**Exercise prompt**.
Write the entries below out again in full. Match every character.

**Stored dataset items**.
####################

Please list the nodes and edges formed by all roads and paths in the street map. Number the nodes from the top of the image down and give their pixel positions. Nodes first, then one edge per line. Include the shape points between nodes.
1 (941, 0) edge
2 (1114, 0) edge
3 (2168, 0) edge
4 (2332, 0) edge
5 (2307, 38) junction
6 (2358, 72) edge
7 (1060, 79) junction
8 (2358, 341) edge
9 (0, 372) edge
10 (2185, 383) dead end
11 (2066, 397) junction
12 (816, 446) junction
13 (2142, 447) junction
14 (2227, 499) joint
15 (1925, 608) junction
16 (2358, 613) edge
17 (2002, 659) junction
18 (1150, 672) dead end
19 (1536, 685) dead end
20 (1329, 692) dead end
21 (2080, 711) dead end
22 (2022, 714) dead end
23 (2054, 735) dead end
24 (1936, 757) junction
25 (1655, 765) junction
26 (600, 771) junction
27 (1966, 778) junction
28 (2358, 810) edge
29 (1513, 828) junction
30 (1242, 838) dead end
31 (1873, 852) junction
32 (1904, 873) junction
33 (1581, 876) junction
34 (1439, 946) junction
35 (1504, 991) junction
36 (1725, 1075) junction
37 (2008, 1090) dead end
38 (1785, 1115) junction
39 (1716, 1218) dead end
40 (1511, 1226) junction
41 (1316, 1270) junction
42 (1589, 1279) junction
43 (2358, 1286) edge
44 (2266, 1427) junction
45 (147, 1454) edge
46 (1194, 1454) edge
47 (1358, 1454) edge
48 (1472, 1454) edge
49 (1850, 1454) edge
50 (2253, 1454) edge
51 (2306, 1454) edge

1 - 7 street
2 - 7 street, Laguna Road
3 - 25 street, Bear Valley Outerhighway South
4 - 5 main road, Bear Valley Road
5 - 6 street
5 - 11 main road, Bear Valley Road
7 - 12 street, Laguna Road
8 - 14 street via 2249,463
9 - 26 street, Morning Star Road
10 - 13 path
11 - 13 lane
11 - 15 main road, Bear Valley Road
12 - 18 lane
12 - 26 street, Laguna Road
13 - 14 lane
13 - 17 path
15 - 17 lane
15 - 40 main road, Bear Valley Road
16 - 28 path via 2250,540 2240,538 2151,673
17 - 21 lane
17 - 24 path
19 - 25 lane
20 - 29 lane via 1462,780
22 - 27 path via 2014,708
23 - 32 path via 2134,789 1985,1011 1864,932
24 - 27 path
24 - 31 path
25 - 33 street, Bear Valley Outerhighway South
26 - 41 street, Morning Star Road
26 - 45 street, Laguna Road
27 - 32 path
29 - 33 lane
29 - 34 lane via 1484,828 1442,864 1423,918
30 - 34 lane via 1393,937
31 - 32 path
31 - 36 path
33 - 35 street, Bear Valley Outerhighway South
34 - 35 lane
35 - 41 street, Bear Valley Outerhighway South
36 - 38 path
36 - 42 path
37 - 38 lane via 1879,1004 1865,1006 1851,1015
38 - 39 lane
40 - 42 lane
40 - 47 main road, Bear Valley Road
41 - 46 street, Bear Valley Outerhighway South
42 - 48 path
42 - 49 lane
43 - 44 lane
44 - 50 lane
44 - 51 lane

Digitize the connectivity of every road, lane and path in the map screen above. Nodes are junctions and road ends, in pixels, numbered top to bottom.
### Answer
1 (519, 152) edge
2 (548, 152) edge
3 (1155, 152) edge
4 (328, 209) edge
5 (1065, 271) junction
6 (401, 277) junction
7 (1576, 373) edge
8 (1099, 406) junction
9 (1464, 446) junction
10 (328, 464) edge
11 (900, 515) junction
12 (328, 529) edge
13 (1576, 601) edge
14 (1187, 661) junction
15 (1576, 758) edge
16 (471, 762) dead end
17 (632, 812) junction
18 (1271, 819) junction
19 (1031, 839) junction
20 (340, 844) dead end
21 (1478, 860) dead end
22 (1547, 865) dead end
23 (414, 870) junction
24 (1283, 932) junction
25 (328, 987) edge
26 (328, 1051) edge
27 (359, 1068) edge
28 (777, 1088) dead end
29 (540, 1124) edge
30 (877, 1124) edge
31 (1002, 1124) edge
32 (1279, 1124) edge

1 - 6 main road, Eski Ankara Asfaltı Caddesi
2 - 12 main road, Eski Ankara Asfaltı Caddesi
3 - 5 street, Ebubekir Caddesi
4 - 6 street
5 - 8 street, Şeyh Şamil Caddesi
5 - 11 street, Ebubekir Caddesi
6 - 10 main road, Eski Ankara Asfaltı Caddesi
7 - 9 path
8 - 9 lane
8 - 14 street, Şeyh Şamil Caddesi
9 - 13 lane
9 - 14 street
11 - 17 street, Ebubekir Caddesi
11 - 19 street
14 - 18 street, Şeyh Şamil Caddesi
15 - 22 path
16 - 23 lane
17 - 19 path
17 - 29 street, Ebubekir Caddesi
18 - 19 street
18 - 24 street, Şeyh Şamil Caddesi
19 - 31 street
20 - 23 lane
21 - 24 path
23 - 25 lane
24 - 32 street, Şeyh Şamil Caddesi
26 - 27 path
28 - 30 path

####################

**Completed task**.
Please list the nodes and edges formed by all roads and paths in the street map. Number the nodes from the top of the image down and give their pixel positions. Nodes first, then one edge per line. Include the shape points between nodes.
1 (941, 0) edge
2 (1114, 0) edge
3 (2168, 0) edge
4 (2332, 0) edge
5 (2307, 38) junction
6 (2358, 72) edge
7 (1060, 79) junction
8 (2358, 341) edge
9 (0, 372) edge
10 (2185, 383) dead end
11 (2066, 397) junction
12 (816, 446) junction
13 (2142, 447) junction
14 (2227, 499) joint
15 (1925, 608) junction
16 (2358, 613) edge
17 (2002, 659) junction
18 (1150, 672) dead end
19 (1536, 685) dead end
20 (1329, 692) dead end
21 (2080, 711) dead end
22 (2022, 714) dead end
23 (2054, 735) dead end
24 (1936, 757) junction
25 (1655, 765) junction
26 (600, 771) junction
27 (1966, 778) junction
28 (2358, 810) edge
29 (1513, 828) junction
30 (1242, 838) dead end
31 (1873, 852) junction
32 (1904, 873) junction
33 (1581, 876) junction
34 (1439, 946) junction
35 (1504, 991) junction
36 (1725, 1075) junction
37 (2008, 1090) dead end
38 (1785, 1115) junction
39 (1716, 1218) dead end
40 (1511, 1226) junction
41 (1316, 1270) junction
42 (1589, 1279) junction
43 (2358, 1286) edge
44 (2266, 1427) junction
45 (147, 1454) edge
46 (1194, 1454) edge
47 (1358, 1454) edge
48 (1472, 1454) edge
49 (1850, 1454) edge
50 (2253, 1454) edge
51 (2306, 1454) edge

1 - 7 street
2 - 7 street, Laguna Road
3 - 25 street, Bear Valley Outerhighway South
4 - 5 main road, Bear Valley Road
5 - 6 street
5 - 11 main road, Bear Valley Road
7 - 12 street, Laguna Road
8 - 14 street via 2249,463
9 - 26 street, Morning Star Road
10 - 13 path
11 - 13 lane
11 - 15 main road, Bear Valley Road
12 - 18 lane
12 - 26 street, Laguna Road
13 - 14 lane
13 - 17 path
15 - 17 lane
15 - 40 main road, Bear Valley Road
16 - 28 path via 2250,540 2240,538 2151,673
17 - 21 lane
17 - 24 path
19 - 25 lane
20 - 29 lane via 1462,780
22 - 27 path via 2014,708
23 - 32 path via 2134,789 1985,1011 1864,932
24 - 27 path
24 - 31 path
25 - 33 street, Bear Valley Outerhighway South
26 - 41 street, Morning Star Road
26 - 45 street, Laguna Road
27 - 32 path
29 - 33 lane
29 - 34 lane via 1484,828 1442,864 1423,918
30 - 34 lane via 1393,937
31 - 32 path
31 - 36 path
33 - 35 street, Bear Valley Outerhighway South
34 - 35 lane
35 - 41 street, Bear Valley Outerhighway South
36 - 38 path
36 - 42 path
37 - 38 lane via 1879,1004 1865,1006 1851,1015
38 - 39 lane
40 - 42 lane
40 - 47 main road, Bear Valley Road
41 - 46 street, Bear Valley Outerhighway South
42 - 48 path
42 - 49 lane
43 - 44 lane
44 - 50 lane
44 - 51 lane

Digitize the connectivity of every road, lane and path in the map screen above. Nodes are junctions and road ends, in pixels, numbered top to bottom.
### Answer
1 (519, 152) edge
2 (548, 152) edge
3 (1155, 152) edge
4 (328, 209) edge
5 (1065, 271) junction
6 (401, 277) junction
7 (1576, 373) edge
8 (1099, 406) junction
9 (1464, 446) junction
10 (328, 464) edge
11 (900, 515) junction
12 (328, 529) edge
13 (1576, 601) edge
14 (1187, 661) junction
15 (1576, 758) edge
16 (471, 762) dead end
17 (632, 812) junction
18 (1271, 819) junction
19 (1031, 839) junction
20 (340, 844) dead end
21 (1478, 860) dead end
22 (1547, 865) dead end
23 (414, 870) junction
24 (1283, 932) junction
25 (328, 987) edge
26 (328, 1051) edge
27 (359, 1068) edge
28 (777, 1088) dead end
29 (540, 1124) edge
30 (877, 1124) edge
31 (1002, 1124) edge
32 (1279, 1124) edge

1 - 6 main road, Eski Ankara Asfaltı Caddesi
2 - 12 main road, Eski Ankara Asfaltı Caddesi
3 - 5 street, Ebubekir Caddesi
4 - 6 street
5 - 8 street, Şeyh Şamil Caddesi
5 - 11 street, Ebubekir Caddesi
6 - 10 main road, Eski Ankara Asfaltı Caddesi
7 - 9 path
8 - 9 lane
8 - 14 street, Şeyh Şamil Caddesi
9 - 13 lane
9 - 14 street
11 - 17 street, Ebubekir Caddesi
11 - 19 street
14 - 18 street, Şeyh Şamil Caddesi
15 - 22 path
16 - 23 lane
17 - 19 path
17 - 29 street, Ebubekir Caddesi
18 - 19 street
18 - 24 street, Şeyh Şamil Caddesi
19 - 31 street
20 - 23 lane
21 - 24 path
23 - 25 lane
24 - 32 street, Şeyh Şamil Caddesi
26 - 27 path
28 - 30 path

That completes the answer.